Les initiatives des collectivités territoriales, au niveau de la production audiovisuelle, consistent à verser des subventions, à mettre des studios à disposition, etc. Dans certains cas, les communes et les départements s'avèrent jouer un rôle essentiel pour permettre la diffusion cinématographique, notamment en intervenant au niveau du fonctionnement d'un cinéma, soit en versant des subventions, soit en prenant des cinémas directement à leur charge. Ce type de mesures donne lieu à des situations surprenantes puisque, dans certains départements ruraux, le nombre de cinémas publics est plus élevé que le nombre de cinémas privés.

Dans le domaine des images, les communes interviennent également dans le domaine de la bande dessinée. Le Festival d'Angoulême en est la meilleure illustration. De nombreuses communes organisent des festivals de bandes dessinées et une jurisprudence conséquente sur la bande dessinée a émané du Conseil d'Etat.

Les initiatives de l'Etat

Outre les initiatives des collectivités territoriales, certaines initiatives émanent également de l'Etat. Il s'agit essentiellement de celles envisagées dans la loi du 13 août 2004. La loi de 2004 apporte notamment des nouveautés en matière de patrimoine.
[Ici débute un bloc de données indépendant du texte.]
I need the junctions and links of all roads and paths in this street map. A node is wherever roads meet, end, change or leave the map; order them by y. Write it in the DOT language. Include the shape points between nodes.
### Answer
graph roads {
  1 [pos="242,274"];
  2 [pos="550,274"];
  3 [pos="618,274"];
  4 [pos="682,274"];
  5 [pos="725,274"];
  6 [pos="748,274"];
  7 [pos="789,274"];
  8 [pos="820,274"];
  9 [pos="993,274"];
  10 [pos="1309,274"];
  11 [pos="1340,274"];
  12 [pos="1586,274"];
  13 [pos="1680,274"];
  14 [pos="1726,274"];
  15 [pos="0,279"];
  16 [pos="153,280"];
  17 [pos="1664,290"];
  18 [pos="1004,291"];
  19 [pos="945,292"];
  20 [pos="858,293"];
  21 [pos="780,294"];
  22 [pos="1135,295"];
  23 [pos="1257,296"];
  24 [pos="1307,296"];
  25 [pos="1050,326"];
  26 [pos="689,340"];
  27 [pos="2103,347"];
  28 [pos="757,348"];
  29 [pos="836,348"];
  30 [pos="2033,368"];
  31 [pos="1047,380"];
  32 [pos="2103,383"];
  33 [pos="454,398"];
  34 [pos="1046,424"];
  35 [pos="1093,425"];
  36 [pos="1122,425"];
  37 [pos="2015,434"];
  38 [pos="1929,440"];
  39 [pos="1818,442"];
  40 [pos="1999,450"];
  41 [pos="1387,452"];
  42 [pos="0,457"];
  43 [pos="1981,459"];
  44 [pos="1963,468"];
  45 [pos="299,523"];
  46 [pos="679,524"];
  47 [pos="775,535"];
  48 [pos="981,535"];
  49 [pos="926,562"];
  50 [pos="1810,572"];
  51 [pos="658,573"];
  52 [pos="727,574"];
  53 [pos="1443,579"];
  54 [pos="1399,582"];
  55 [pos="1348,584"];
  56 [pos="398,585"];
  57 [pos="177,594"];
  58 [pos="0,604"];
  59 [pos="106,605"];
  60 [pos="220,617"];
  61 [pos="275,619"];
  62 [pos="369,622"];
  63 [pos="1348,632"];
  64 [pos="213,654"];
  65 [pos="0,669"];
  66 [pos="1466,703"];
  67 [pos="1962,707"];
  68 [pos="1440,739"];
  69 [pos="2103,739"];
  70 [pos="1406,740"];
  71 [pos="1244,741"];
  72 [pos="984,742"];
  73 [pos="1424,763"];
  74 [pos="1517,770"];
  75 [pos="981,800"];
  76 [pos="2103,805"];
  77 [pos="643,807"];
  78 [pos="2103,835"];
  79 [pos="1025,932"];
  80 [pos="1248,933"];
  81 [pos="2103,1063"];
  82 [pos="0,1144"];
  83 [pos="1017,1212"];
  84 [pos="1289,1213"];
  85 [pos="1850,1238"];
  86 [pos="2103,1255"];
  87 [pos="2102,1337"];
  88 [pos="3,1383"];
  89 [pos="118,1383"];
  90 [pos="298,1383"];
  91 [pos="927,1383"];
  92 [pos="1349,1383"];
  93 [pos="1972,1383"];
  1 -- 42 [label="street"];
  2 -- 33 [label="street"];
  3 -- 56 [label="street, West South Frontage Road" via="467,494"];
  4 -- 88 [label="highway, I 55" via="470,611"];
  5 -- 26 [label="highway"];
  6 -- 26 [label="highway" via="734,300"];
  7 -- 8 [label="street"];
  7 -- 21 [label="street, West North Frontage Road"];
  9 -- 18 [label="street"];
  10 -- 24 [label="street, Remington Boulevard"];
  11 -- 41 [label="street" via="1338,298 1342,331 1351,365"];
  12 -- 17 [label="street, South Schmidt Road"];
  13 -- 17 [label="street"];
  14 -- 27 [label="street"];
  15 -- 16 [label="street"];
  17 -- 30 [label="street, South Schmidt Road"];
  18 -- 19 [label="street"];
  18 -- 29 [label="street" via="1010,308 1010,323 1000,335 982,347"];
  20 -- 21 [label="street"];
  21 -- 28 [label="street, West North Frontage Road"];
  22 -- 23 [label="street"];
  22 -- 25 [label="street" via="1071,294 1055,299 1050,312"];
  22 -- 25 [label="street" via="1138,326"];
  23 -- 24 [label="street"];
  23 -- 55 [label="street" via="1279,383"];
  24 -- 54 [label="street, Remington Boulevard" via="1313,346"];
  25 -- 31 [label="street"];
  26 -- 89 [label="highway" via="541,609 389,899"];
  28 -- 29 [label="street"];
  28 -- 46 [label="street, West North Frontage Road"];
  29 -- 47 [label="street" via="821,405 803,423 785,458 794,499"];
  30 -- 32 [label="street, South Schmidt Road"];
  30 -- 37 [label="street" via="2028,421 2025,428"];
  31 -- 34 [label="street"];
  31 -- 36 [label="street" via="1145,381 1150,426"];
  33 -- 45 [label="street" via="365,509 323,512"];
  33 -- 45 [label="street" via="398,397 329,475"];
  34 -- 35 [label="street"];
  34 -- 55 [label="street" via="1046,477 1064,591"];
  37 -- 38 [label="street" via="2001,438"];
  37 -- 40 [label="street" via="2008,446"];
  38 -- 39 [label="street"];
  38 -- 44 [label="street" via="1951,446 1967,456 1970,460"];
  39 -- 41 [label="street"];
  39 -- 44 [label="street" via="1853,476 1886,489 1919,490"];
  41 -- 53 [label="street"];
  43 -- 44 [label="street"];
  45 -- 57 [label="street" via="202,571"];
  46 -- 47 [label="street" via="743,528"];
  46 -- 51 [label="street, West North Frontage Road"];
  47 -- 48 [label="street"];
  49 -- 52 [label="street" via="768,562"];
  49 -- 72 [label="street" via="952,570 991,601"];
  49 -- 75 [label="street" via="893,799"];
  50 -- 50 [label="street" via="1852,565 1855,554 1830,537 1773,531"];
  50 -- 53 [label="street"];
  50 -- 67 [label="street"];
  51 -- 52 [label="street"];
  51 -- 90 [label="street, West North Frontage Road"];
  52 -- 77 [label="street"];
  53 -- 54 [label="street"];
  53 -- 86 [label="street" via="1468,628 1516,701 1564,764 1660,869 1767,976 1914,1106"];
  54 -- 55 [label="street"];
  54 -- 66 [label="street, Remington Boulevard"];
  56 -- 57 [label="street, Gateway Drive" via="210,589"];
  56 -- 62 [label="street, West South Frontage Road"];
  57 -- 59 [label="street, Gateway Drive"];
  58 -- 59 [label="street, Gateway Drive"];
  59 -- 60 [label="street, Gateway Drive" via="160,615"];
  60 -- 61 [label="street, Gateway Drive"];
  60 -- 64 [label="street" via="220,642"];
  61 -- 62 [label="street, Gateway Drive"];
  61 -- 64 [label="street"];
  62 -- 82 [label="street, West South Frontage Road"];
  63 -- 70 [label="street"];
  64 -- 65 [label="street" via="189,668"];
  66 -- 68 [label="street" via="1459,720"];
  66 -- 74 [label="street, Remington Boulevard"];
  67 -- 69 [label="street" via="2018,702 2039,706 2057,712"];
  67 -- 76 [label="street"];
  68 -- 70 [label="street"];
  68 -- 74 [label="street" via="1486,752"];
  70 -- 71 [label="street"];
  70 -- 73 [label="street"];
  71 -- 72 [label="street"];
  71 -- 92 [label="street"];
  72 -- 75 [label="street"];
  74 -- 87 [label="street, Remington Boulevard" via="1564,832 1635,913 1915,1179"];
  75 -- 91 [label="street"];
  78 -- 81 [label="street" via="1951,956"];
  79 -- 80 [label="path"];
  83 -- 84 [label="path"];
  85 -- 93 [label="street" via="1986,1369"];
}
- Le transfert aux régions de « l'inventaire général »

André Malraux est à l'origine de cette initiative originale, au début de la V e République, bien que Prosper Mérimée, sous la monarchie de juillet, ait effectué plusieurs tentatives dans ce sens. L'inventaire général consiste à recenser l'intégralité des oeuvres patrimoniales qui présentent un intérêt artistique ou historique en France. Depuis 40 ans, les services de l'Etat ont élaboré une méthodologie et ont commencé à recenser ces oeuvres. Il revient désormais aux régions de poursuivre l'inventaire général, en respectant la méthodologie scientifique qui a été élaborée par l'Etat.

- La réorganisation du domaine des enseignements artistiques

Si les écoles demeurent des écoles communales, certains changements ont été opérés puisqu'on compte désormais trois catégories d'école d'enseignement de la musique, de la danse et du théâtre : les écoles à rayonnement communal et intercommunal, les écoles à rayonnement départemental et les écoles à rayonnement régional. Le département est chargé d'établir un schéma départemental de développement des enseignements artistiques. Ces schémas sont en cours d'élaboration à l'heure actuelle.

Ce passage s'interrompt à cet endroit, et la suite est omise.